EXERCISE GOAL: Only a single number is expected: how many lines of the data hold the word "nodes".

**** EXTRACTED ENTRIES ****

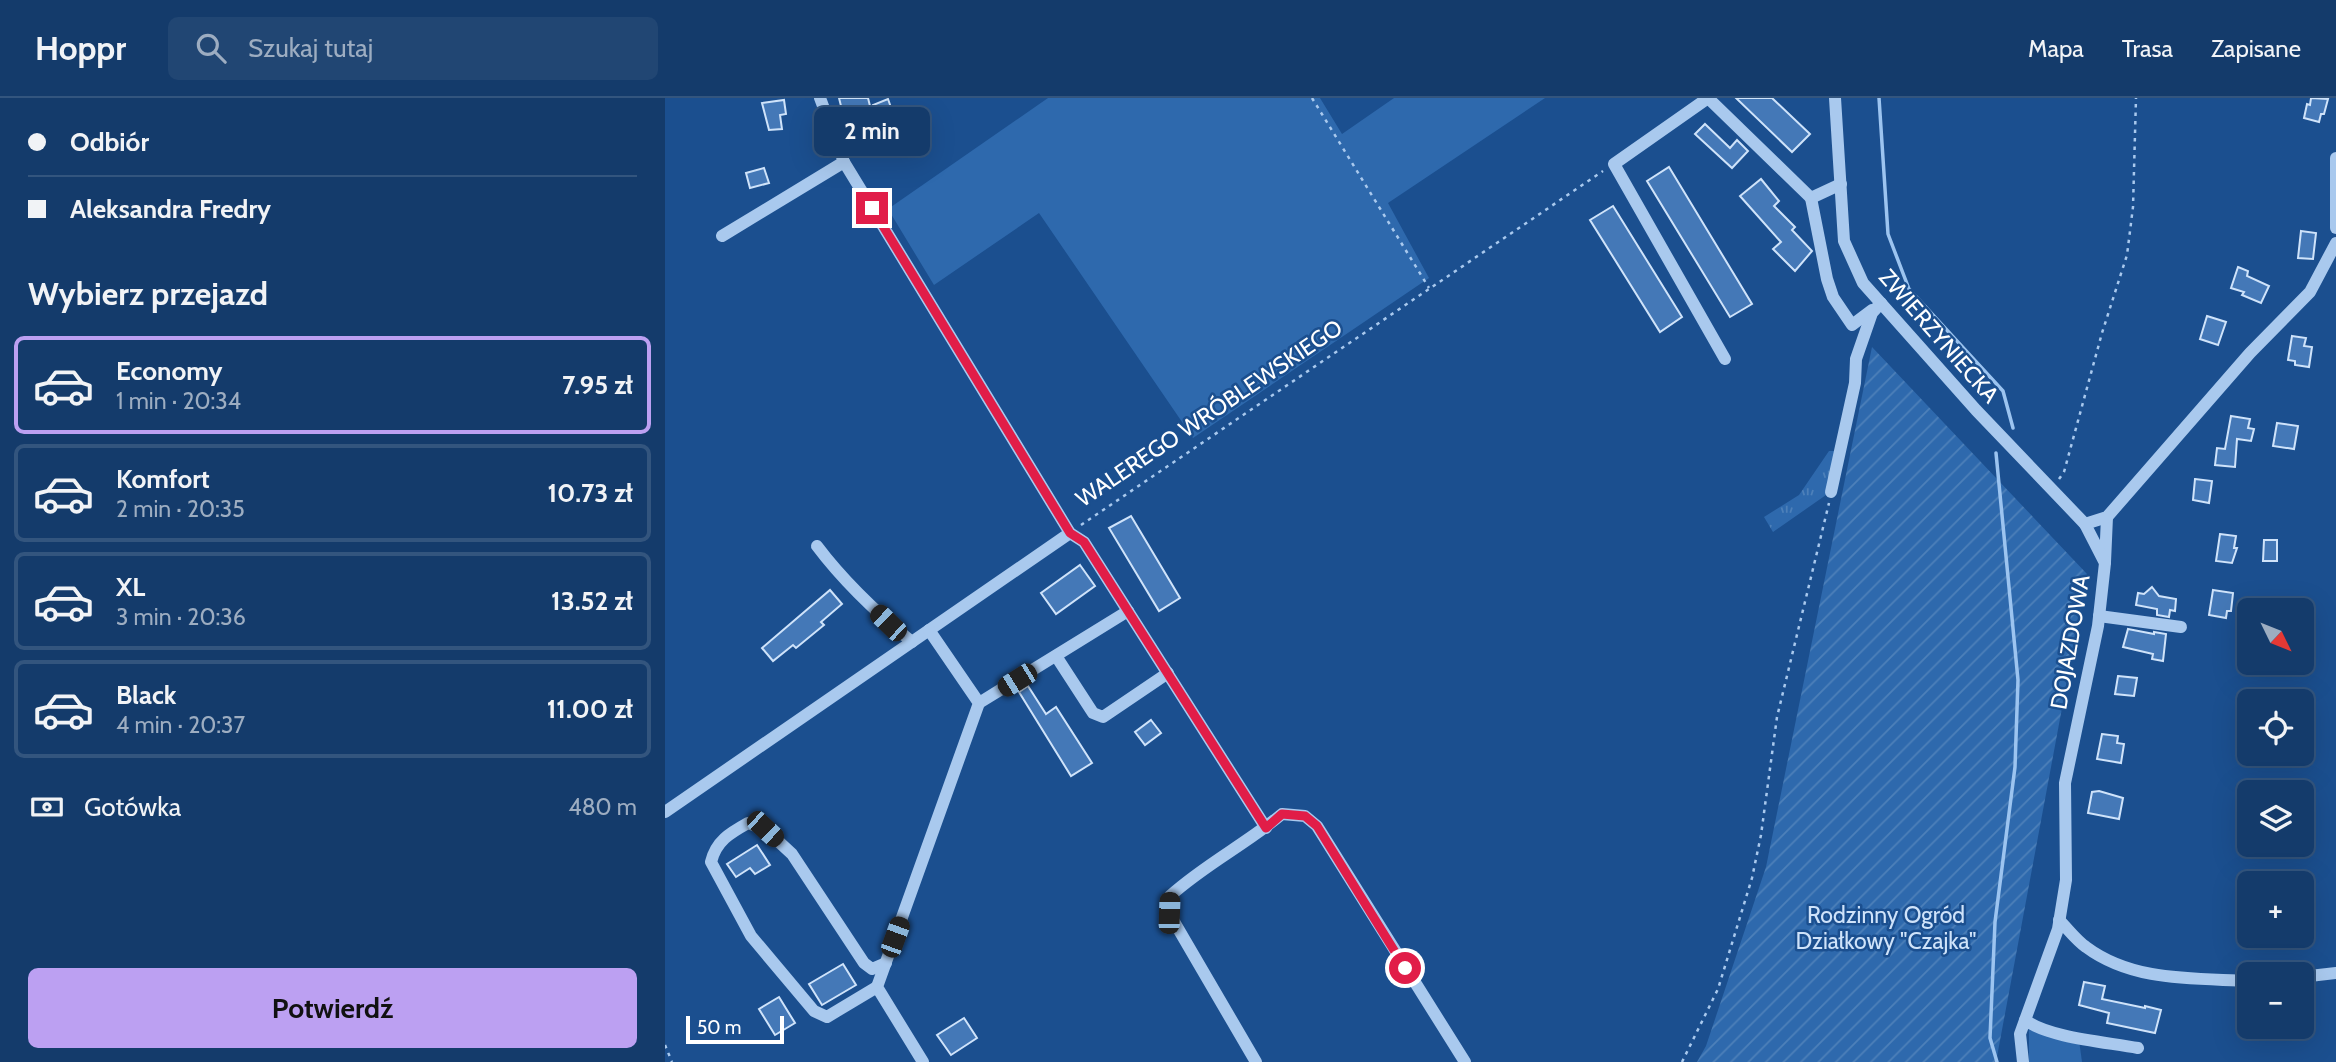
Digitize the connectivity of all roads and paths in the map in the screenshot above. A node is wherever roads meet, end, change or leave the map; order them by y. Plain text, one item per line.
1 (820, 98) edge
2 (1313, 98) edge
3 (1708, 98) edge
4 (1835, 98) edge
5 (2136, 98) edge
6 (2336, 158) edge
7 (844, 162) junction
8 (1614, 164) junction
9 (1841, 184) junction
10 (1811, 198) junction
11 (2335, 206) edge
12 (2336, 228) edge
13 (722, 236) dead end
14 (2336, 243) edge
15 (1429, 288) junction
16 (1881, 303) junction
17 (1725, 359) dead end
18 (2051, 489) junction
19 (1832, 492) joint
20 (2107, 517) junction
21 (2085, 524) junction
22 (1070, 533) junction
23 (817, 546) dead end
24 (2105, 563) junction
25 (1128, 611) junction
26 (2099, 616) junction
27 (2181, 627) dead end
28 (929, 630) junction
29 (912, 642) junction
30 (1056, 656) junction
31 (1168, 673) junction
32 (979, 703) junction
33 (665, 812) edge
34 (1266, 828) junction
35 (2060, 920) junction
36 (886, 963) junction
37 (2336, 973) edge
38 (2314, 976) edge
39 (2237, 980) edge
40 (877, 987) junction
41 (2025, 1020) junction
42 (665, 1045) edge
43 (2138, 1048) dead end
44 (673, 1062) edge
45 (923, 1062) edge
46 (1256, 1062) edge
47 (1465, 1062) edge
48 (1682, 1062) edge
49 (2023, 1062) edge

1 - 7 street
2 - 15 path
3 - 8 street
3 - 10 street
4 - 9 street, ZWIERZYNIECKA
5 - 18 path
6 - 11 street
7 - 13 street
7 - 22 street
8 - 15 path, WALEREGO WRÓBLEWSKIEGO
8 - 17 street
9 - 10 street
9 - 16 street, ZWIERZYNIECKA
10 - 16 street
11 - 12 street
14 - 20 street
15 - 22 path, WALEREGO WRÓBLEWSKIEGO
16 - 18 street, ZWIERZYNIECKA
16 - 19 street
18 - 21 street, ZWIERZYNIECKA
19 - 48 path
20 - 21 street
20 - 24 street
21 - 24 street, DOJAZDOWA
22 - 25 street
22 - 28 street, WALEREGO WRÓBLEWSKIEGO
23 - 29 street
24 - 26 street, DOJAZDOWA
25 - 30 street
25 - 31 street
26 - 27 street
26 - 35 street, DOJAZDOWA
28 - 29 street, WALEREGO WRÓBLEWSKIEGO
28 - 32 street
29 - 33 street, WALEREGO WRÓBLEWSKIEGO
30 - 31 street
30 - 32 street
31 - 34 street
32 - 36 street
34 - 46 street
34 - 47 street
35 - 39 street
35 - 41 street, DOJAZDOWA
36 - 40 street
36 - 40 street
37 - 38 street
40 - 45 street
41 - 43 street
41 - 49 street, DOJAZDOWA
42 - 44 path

****
**** EXTRACTED ENTRIES ****

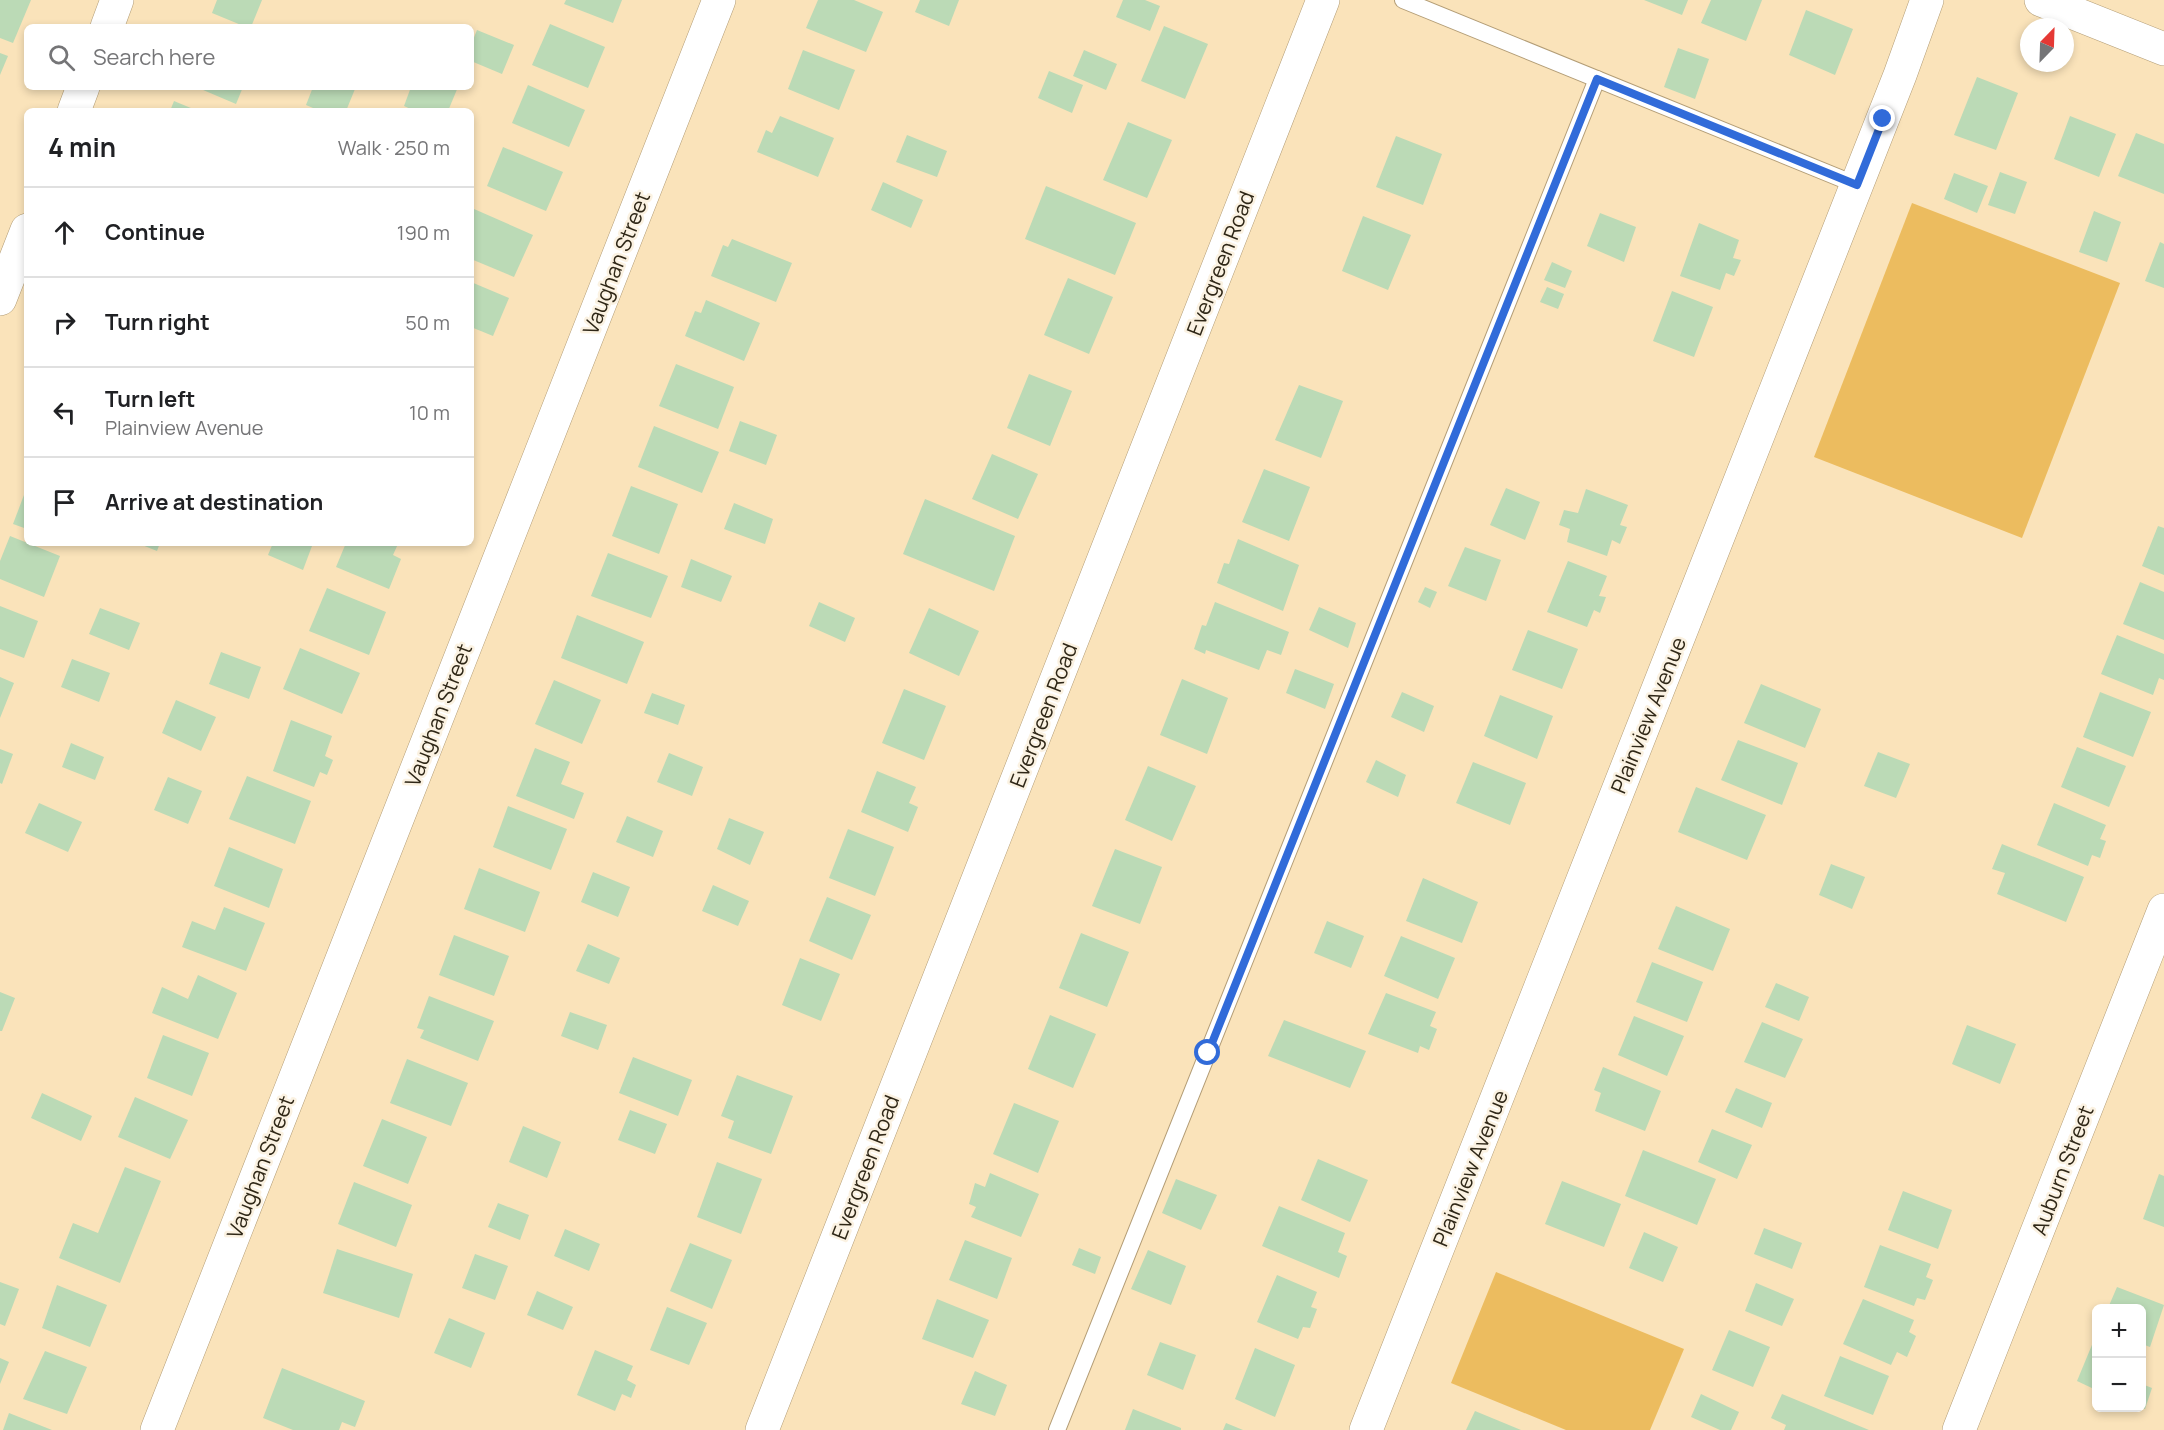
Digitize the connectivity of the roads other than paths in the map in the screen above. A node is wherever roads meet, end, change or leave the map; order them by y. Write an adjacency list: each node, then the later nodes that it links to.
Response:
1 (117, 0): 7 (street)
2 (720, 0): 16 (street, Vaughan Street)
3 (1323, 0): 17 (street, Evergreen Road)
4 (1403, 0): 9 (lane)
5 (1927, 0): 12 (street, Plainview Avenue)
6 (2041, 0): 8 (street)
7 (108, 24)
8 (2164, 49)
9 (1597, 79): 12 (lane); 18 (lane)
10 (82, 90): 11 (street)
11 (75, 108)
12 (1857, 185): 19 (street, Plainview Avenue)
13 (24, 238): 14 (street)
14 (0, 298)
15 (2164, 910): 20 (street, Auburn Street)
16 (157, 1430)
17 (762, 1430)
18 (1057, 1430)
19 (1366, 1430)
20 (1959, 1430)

****
**** EXTRACTED ENTRIES ****

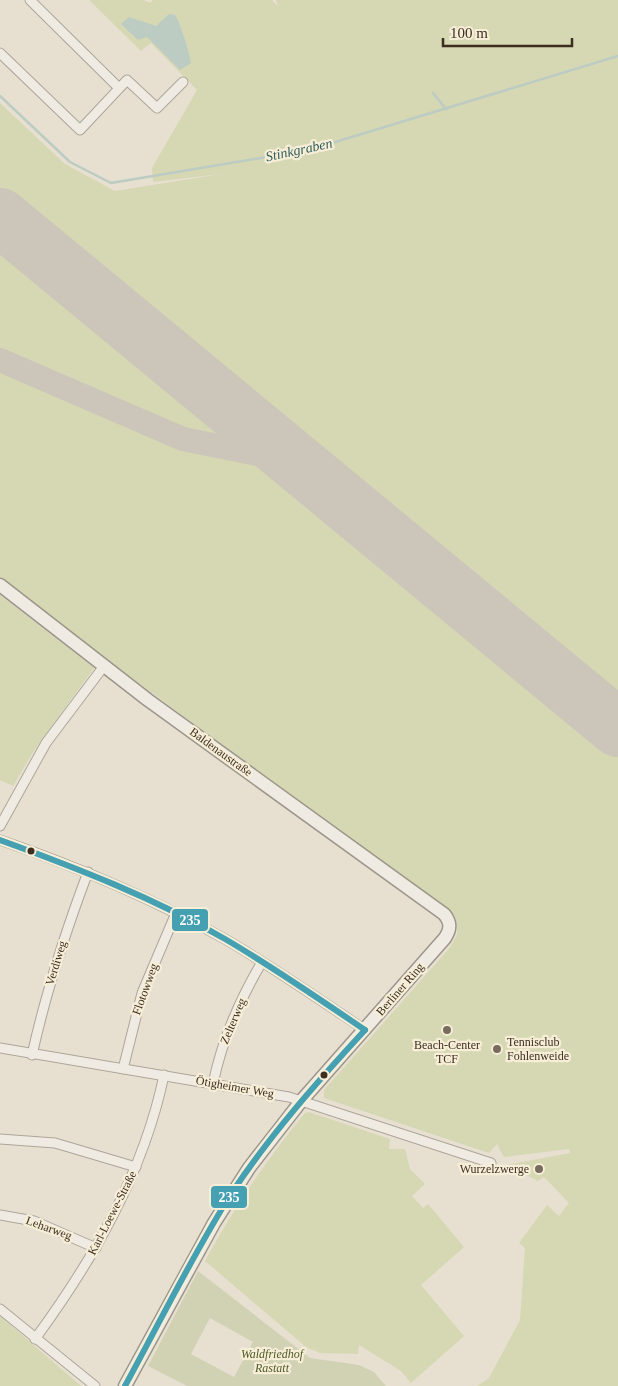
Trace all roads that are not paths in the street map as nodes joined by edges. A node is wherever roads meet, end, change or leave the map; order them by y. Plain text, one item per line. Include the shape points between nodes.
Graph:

****

YOUR SOLUTION: 2